Dear Frankie...

Letter 10

Dear Frankie,
Happy birthday.
I hope you have a really nice day and get as drunk as your body will be able and maybe hook up with someone and don’t get her knocked up.
I’m sorry. It’s not me, it’s the hormones.
I really do hope you have a good birthday and dunno… get lots of candy.
Hannah got lots of candy, mainly because to explain her nun costume she sang The Beatles wildly at every doorstep we went to. She even had a yellow plastic gun she painted herself and shook around mainly along every chorus of “mother superior hold the gun” and hugged near chest along “happiness is a warm gun”. People seemed to love that. Some dude gave her ten dollars. I made her give then back because he looked like a creep.
See?

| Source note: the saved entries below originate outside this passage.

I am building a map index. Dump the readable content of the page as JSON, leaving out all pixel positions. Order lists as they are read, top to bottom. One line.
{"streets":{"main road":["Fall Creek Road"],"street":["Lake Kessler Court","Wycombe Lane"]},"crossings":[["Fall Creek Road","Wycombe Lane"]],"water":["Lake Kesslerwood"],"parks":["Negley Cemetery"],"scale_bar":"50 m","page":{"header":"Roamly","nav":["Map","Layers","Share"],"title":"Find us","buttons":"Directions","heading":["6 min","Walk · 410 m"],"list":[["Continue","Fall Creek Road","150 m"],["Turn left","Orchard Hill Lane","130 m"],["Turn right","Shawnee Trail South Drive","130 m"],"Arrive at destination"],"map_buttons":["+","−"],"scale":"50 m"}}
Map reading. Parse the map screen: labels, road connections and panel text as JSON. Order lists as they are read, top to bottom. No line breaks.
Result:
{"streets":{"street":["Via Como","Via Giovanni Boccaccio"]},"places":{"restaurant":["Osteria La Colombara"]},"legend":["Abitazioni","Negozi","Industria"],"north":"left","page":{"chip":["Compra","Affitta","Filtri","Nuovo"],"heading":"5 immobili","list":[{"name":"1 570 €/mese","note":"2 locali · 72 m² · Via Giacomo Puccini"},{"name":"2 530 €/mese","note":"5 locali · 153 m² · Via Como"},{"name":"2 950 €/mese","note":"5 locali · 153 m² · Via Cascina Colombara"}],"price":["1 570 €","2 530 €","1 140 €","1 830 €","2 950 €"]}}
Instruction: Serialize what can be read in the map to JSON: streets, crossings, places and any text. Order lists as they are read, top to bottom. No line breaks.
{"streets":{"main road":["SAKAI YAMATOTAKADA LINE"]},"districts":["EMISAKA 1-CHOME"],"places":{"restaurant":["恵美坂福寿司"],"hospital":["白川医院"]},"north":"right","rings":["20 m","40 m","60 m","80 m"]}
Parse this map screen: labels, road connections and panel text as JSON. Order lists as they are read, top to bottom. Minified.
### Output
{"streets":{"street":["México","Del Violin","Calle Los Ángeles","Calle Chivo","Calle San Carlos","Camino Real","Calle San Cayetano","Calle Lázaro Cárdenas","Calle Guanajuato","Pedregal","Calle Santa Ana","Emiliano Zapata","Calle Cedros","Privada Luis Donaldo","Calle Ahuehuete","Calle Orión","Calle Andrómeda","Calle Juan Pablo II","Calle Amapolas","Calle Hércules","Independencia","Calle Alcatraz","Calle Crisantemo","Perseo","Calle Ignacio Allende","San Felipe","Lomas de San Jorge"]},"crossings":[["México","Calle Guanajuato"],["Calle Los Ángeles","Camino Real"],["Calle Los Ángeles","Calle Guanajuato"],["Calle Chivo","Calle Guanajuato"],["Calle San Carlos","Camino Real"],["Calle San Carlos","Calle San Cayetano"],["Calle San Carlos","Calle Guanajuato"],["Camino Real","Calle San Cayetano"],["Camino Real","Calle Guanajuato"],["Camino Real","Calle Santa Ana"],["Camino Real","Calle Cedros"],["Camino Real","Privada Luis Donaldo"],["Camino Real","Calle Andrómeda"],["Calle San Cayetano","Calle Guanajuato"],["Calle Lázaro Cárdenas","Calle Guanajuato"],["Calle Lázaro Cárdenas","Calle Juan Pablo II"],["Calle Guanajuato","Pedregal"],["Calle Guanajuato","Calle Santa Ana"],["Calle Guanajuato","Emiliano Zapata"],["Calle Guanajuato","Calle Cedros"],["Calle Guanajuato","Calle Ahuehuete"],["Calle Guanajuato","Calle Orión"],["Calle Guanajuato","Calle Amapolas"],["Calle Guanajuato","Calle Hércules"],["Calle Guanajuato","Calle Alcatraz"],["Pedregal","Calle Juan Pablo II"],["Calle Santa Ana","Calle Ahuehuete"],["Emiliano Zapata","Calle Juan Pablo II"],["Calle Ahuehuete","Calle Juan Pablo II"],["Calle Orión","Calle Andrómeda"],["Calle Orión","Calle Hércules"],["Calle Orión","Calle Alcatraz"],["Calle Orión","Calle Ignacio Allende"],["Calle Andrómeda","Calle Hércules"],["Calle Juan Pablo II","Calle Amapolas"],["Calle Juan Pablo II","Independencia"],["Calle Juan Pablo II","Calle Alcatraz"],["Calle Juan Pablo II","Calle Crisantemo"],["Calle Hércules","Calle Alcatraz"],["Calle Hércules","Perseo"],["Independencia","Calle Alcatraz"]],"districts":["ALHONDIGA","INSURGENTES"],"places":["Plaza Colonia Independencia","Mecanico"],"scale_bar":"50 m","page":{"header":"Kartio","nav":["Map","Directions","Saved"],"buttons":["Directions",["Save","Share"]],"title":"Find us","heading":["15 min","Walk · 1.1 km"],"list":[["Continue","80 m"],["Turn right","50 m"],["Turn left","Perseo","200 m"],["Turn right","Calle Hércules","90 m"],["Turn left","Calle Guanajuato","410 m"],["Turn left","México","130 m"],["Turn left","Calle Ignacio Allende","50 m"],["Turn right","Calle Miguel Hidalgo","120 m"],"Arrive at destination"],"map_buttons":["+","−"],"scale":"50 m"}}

I’m already a natural mother. Protecting children from creeps and other dangers. Alice came along to tape Hannah, she even dressed up as a doll. She certainly looked the part. Honestly she only dressed like that because there's a party latter on and she likes to see “hot dads”.
Whatever.
I dressed up as a bitter teenager. Or maybe that’s just me. Hannah got upset with the bitter teenager costume so I was forced into wearing a cat in the hat-hat.
It’s alright, I figured I’d wear that to the party as well.
I ended leaving the party early because it was really bringing me down. There’s a thing about drunks when you are not one of them, somehow they all seem full of bullshit. “Drink this, drink that! Shove these up you ass!”
All I could think about was how Finn and I were the most screwed up of the bunch, even before all this happened. That maybe such a shallow bunch had encouraged us to go and fuck ourselves, only it didn’t make us feel better.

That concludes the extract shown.